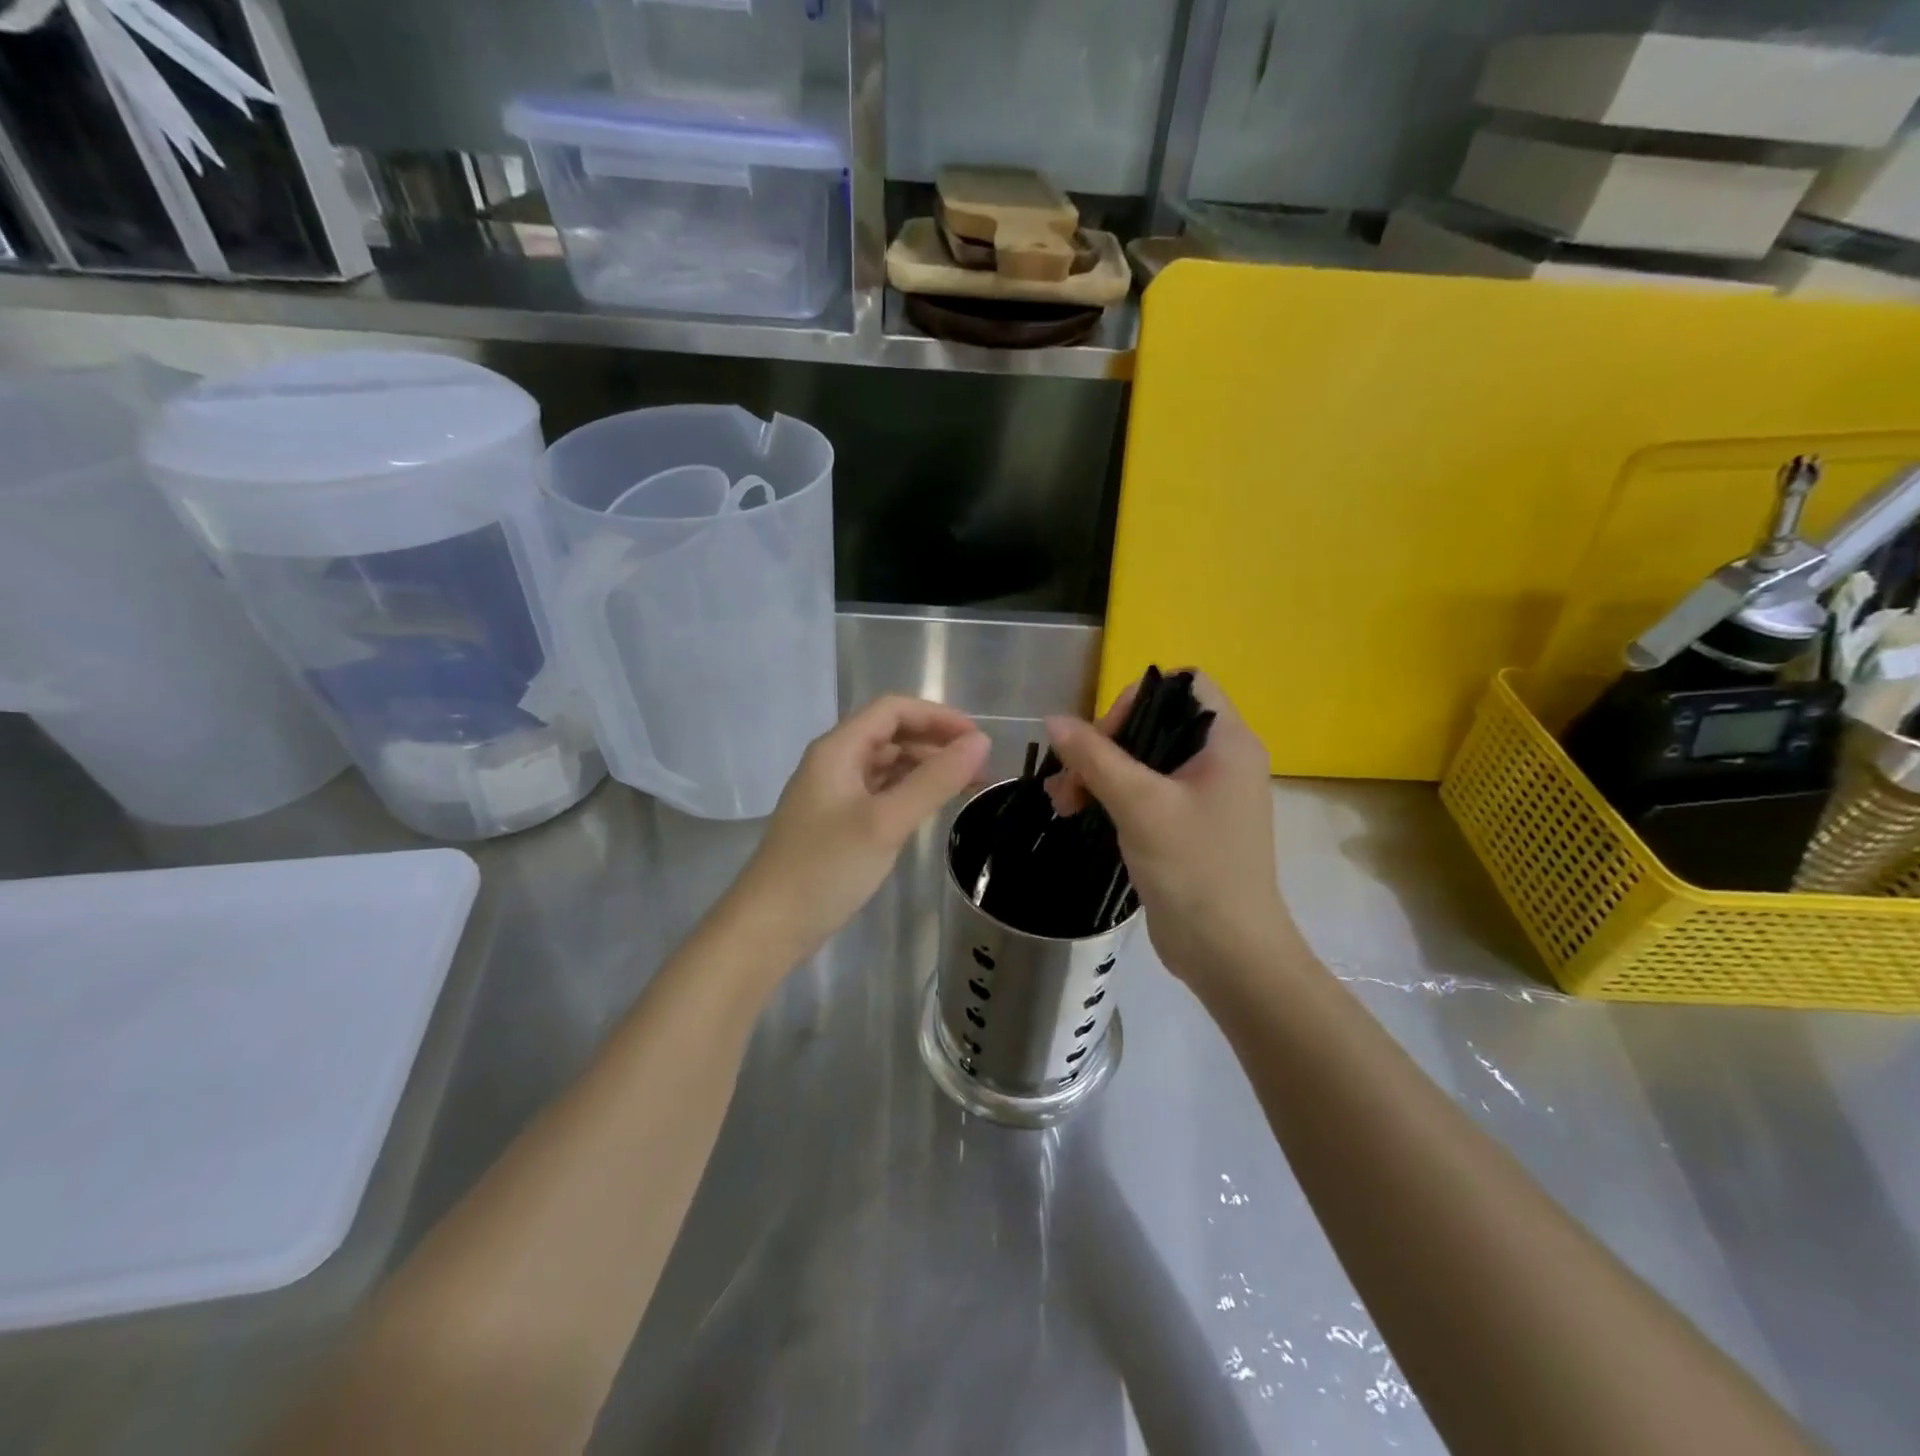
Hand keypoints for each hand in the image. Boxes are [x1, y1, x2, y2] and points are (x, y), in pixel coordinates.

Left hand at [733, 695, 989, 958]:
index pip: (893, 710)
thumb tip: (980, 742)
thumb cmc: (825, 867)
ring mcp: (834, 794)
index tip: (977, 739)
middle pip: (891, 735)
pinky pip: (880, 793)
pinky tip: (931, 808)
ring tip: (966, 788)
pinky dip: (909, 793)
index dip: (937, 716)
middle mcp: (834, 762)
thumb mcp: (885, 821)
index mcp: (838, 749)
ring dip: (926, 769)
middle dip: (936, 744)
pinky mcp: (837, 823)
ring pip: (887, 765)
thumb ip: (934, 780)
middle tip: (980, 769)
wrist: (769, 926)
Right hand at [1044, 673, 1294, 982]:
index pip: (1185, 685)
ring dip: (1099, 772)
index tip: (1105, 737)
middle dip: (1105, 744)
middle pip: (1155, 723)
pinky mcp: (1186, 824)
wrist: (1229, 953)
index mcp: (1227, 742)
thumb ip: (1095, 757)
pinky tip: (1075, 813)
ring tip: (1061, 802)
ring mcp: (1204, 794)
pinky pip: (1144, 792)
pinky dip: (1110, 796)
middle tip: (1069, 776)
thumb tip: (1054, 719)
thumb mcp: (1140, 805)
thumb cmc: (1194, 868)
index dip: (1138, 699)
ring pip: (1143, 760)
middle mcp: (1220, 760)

____________________

== Task objective ==
Please give all of the material again, exactly, without the images.

== Response below ==
Hand keypoints for each hand in the image. Boxes are [x1, y1, x2, y2] and points are (x, y), in pixel coordinates.

Left hand at [733, 695, 989, 958]:
index pip: (893, 710)
thumb tip: (980, 742)
thumb cmc: (825, 867)
ring mcp: (834, 794)
index tip: (977, 739)
middle pip: (891, 735)
pinky pip: (880, 793)
pinky tip: (931, 808)
ring tip: (966, 788)
pinky dip: (909, 793)
index dip: (937, 716)
middle mcp: (834, 762)
thumb mcp: (885, 821)
index mcp: (838, 749)
ring dip: (926, 769)
middle dip: (936, 744)
pinky mcp: (837, 823)
ring pip: (887, 765)
thumb ip: (934, 780)
middle tip: (980, 769)
wrist: (769, 926)
Right hand at [1044, 673, 1294, 982]:
index pip: (1185, 685)
ring dip: (1099, 772)
index tip: (1105, 737)
middle dip: (1105, 744)
middle pip: (1155, 723)
pinky mcp: (1186, 824)
wrist: (1229, 953)
index mcp: (1227, 742)
thumb ip: (1095, 757)
pinky tip: (1075, 813)
ring tip: (1061, 802)
ring mcp: (1204, 794)
pinky pip: (1144, 792)
pinky dip: (1110, 796)
middle tip: (1069, 776)
thumb tip: (1054, 719)
thumb mcp: (1140, 805)
thumb cmc: (1194, 868)
index dip: (1138, 699)
ring pip: (1143, 760)
middle mcp: (1220, 760)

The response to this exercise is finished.